Yaratılış gâyemiz ibâdettir...
23/04/2024 Salı Köşe yazarı R.A
İslâmiyetin farz kıldığı ibâdetlerin faydası, aslında insanlara yâni o ibâdetleri yapan fertlere, âilelere ve cemiyetleredir...
En büyük ve en son Peygamber olan Hazret-i Muhammed
(aleyhisselâm) tarafından teblîğ edilmiş olan îmân, ibâdet ve ahlâk esâsları
ile insanlar, mânen ve mâddeten yükselmeye, üstünlük ve şeref sâhibi
olmaya, dünyâ ve âhiret saâdetlerine kavuşmaya dâvet edilmişlerdir.
Böylece insanlar, âlemlerin ve bütün mahlûkların
yaratıcısı olan ve bütün nîmetleri, iyilikleri gönderen Allahü teâlâya ibâdet
etmeye, ancak O’na boyun bükmeye, O’na duâ etmeye, O’ndan yardım istemeye, O’na
sığınmaya çağırılmışlardır. (Fâtiha sûresi, 4)
İbâdet, Allahü teâlânın râzı olduğu işleri yapmaktır.
Allahü teâlânın rızâsı, yapılmasını kesin olarak emrettiği farzları yerine
getirmekte ve yasak ettiği harâmlardan kaçınmaktadır.
Bilindiği gibi ibâdetler üç kısımdır: 1-
Beden ile yapılanlar (namaz ve oruç gibi), 2- Mâl ile
yapılanlar (zekât, sadaka-i fıtır ve kurbân gibi), 3- Hem
beden, hem de mâl ile yapılanlar (hac ve umre gibi).
Namaz, oruç, zekât, kurbân gibi ibâdetler, insanlığın
başlangıcından beri emredilmiş ibâdetlerdir.
Bir Müslümân, Allahü teâlânın harâm, yasak ettiği
şeylerden, O yasakladığı için kaçınca ve emrettiği şeyleri, O emrettiği için
yapınca ibâdet yapmış, kulluk vazîfesini yerine getirmiş olur. İbâdet
görevini yerine getirebilmek de şüphesiz ki, Allahü teâlânın nelerden râzı
olduğunu bilmeye bağlıdır.
Bildiğimiz gibi, İslâmiyetin farz kıldığı
ibâdetlerin faydası, aslında insanlara yâni o ibâdetleri yapan fertlere,
âilelere ve cemiyetleredir.
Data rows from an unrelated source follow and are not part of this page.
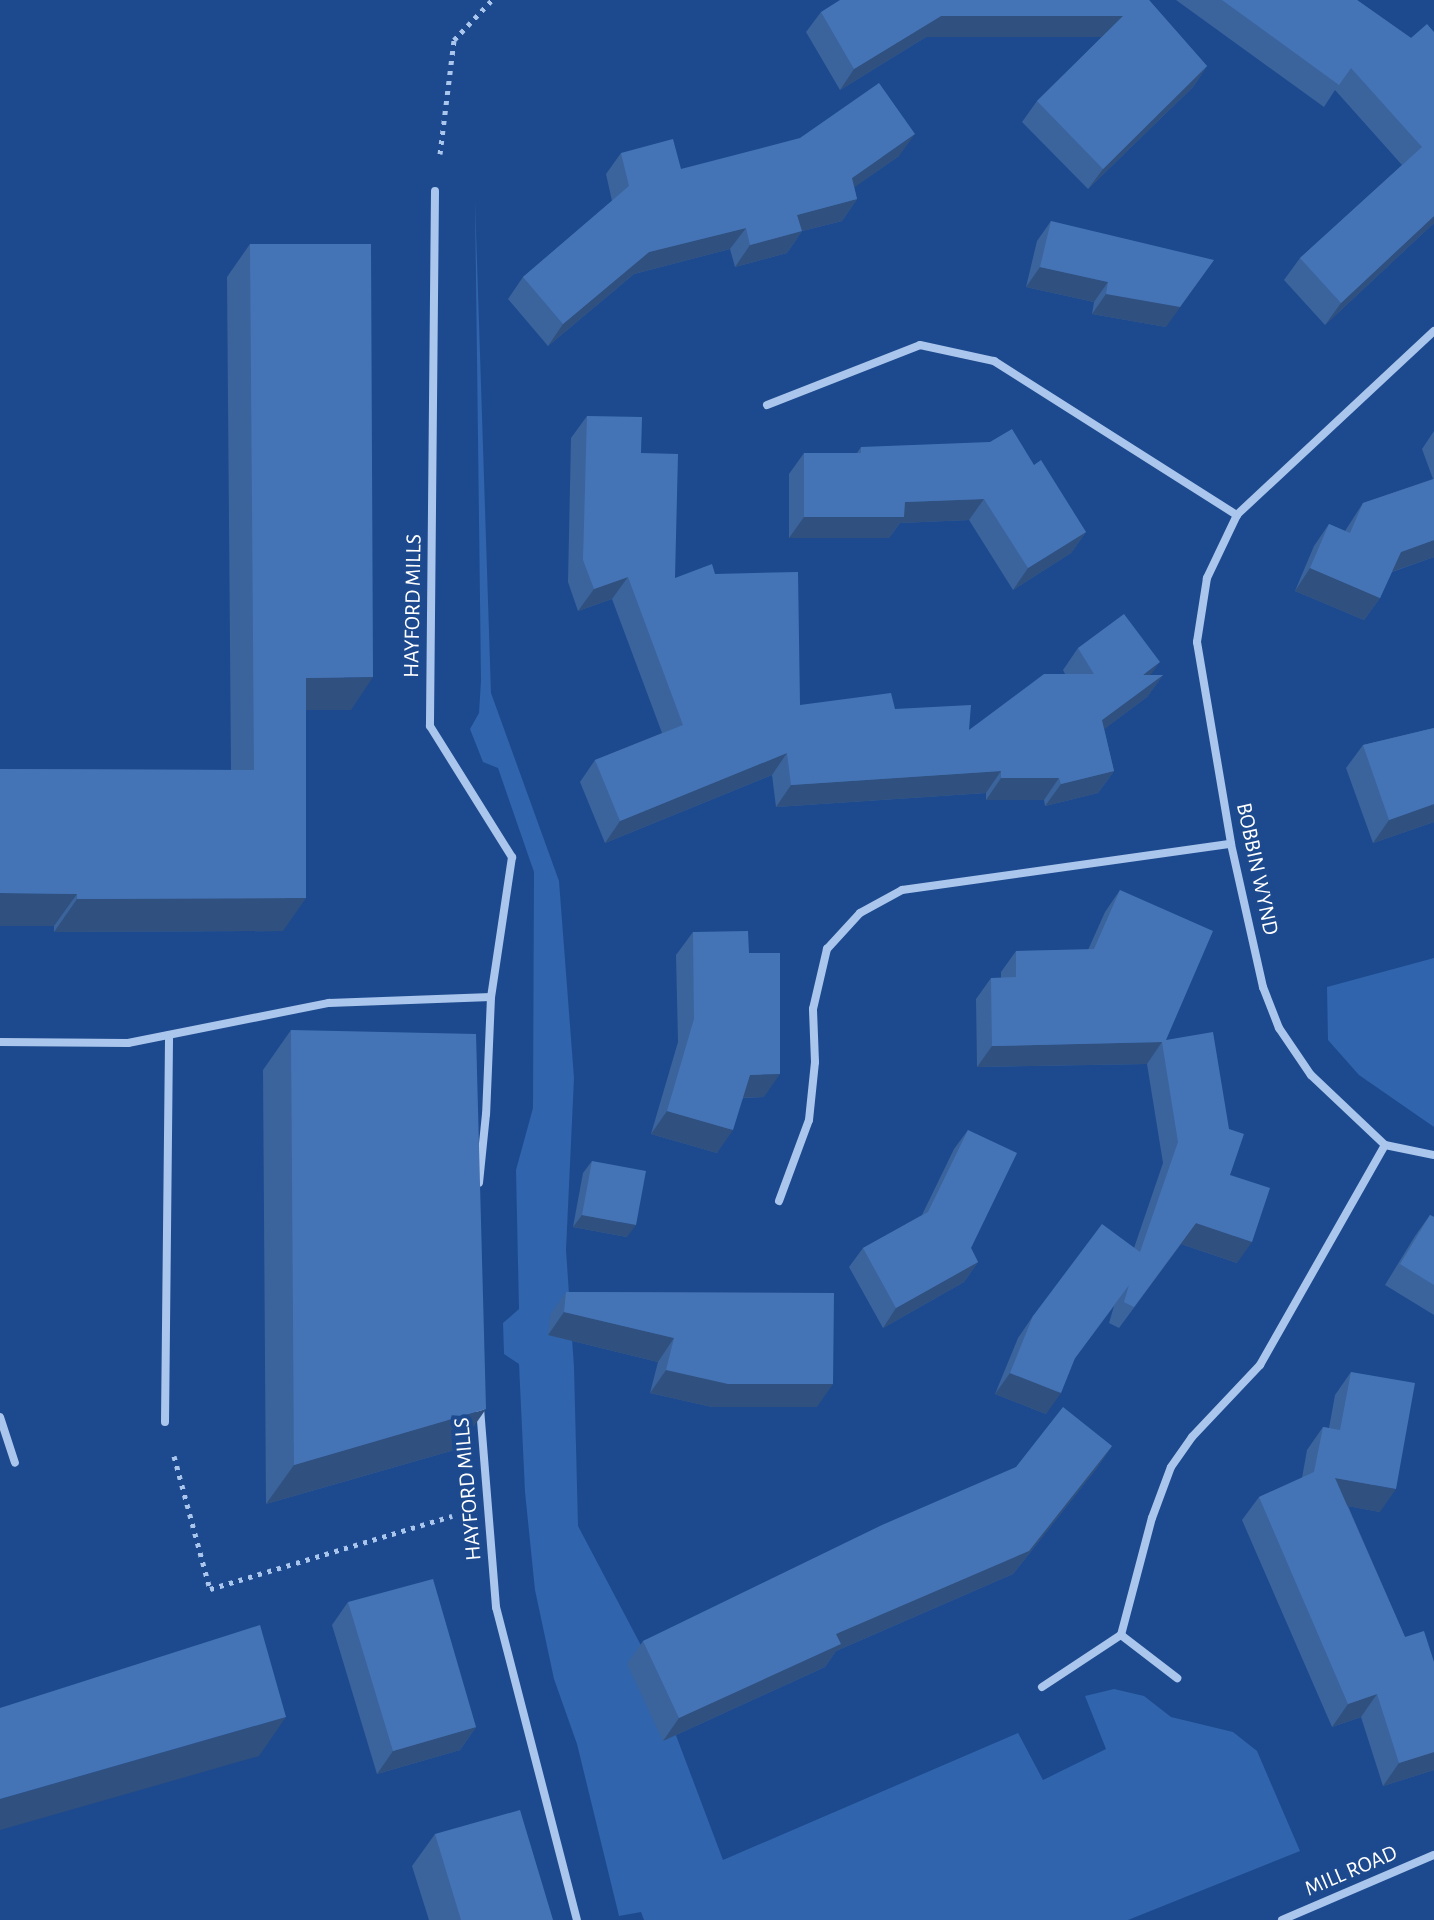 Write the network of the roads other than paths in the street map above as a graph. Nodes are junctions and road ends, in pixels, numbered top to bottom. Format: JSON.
{"nodes":[{"id":1,"x":435,"y":191,"type":"road end"},
{"id":2,"x":1434,"y":331,"type":"edge"},
{"id":3,"x":767,"y":405,"type":"dead end"},
{"id":4,"x":1237,"y":515,"type":"junction"},
{"id":5,"x":1231,"y":844,"type":"junction"},
{"id":6,"x":491,"y":997,"type":"junction"},
{"id":7,"x":169,"y":1035,"type":"junction"},
{"id":8,"x":0,"y":1042,"type":"edge"},
{"id":9,"x":1385,"y":1145,"type":"junction"},
{"id":10,"x":1434,"y":1155,"type":"edge"},
{"id":11,"x":478,"y":1188,"type":"edge"},
{"id":12,"x":779,"y":1201,"type":"dead end"},
{"id":13,"x":479,"y":1398,"type":"edge"},
{"id":14,"x":0,"y":1417,"type":"edge"},
{"id":15,"x":165,"y":1422,"type":"road end"},
{"id":16,"x":15,"y":1463,"type":"dead end"},
{"id":17,"x":1121,"y":1635,"type":"junction"},
{"id":18,"x":1177,"y":1678,"type":"dead end"},
{"id":19,"x":1042,"y":1687,"type":"dead end"},
{"id":20,"x":1434,"y":1855,"type":"edge"},
{"id":21,"x":577,"y":1920,"type":"edge"},
{"id":22,"x":1282,"y":1920,"type":"edge"}],
"edges":[{"from":1,"to":6,"type":"street","name":"HAYFORD MILLS"},
{"from":2,"to":4,"type":"street","name":"BOBBIN WYND"},
{"from":3,"to":4,"type":"street"},
{"from":4,"to":5,"type":"street","name":"BOBBIN WYND"},
{"from":5,"to":9,"type":"street","name":"BOBBIN WYND"},
{"from":5,"to":12,"type":"street"},
{"from":6,"to":7,"type":"street"},
{"from":6,"to":11,"type":"street","name":"HAYFORD MILLS"},
{"from":7,"to":8,"type":"street"},
{"from":7,"to":15,"type":"street"},
{"from":9,"to":10,"type":"street"},
{"from":9,"to":17,"type":"street"},
{"from":13,"to":21,"type":"street","name":"HAYFORD MILLS"},
{"from":14,"to":16,"type":"street"},
{"from":17,"to":18,"type":"street"},
{"from":17,"to":19,"type":"street"},
{"from":20,"to":22,"type":"street","name":"MILL ROAD"}]}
Yoksa Allahü teâlâ, insanların
ibâdetlerine muhtaç değildir. Müslümân namaz kılmakla, oruç tutmakla,
diğer ibâdetlerini yapmakla, hem Allah’a karşı kulluk vazîfesini yapmış, hem de
kalbini her türlü kötülüklerden temizlemiş olur. Çünkü namaz ve oruç, insanları
rûhen yükseltir ve kötülüklerden alıkoyar.
Aynı şekilde, Allah’ın emrettiği gibi mâlının
zekâtını vermek ve muhtaçlara yardım etmekle de, hem Allah’a karşı kulluk, hem
de insanlara karşı insânî vazîfe yapılmış olur.
Unutmayalım ki, zaman en büyük
sermâyedir. Zamânın önemini belirtmek için Atalarımız: “Vakit
nakittir” demişlerdir. Dünyâ ve âhiret saâdetini kazanmak, bu
sınırlı zamânı iyi kullanmaya bağlıdır. Nitekim Peygamber Efendimiz: “Nasıl
yaşarsanız öyle ölürsünüz. Nasıl ölürseniz öyle haşrolunursunuz” buyurmuştur.
İmâm-ı Rabbânî hazretlerinin oğlu, büyük âlim ve
velî Muhammed Ma'sûm Fârûkî (rahmetullahi aleyh) “Vakit
keskin bir kılıç gibidir. Kıymetli ve şerefli şeylere sarf etmek gerekir” buyurmuştur.
Silsile-i aliyye büyüklerinden Ubeydullah-ı
Ahrâr (kuddise sirruh) da, "Tasavvuf, ehemmi
mühimme tercîh etmektir. Vakti en değerli olan şeye sarf etmektir" buyurmaktadır.
Büyük âlim Ebû Saîd Muhammed
el-Hâdimî ise, “geçen zamanı geri getirmek için bütün sultânlar, pâdişâhlar,
krallar ya’nî devlet başkanlarının tamâmı bir araya gelseler ve bütün
hazînelerini de harcasalar, yine de geri getiremezler” demiştir.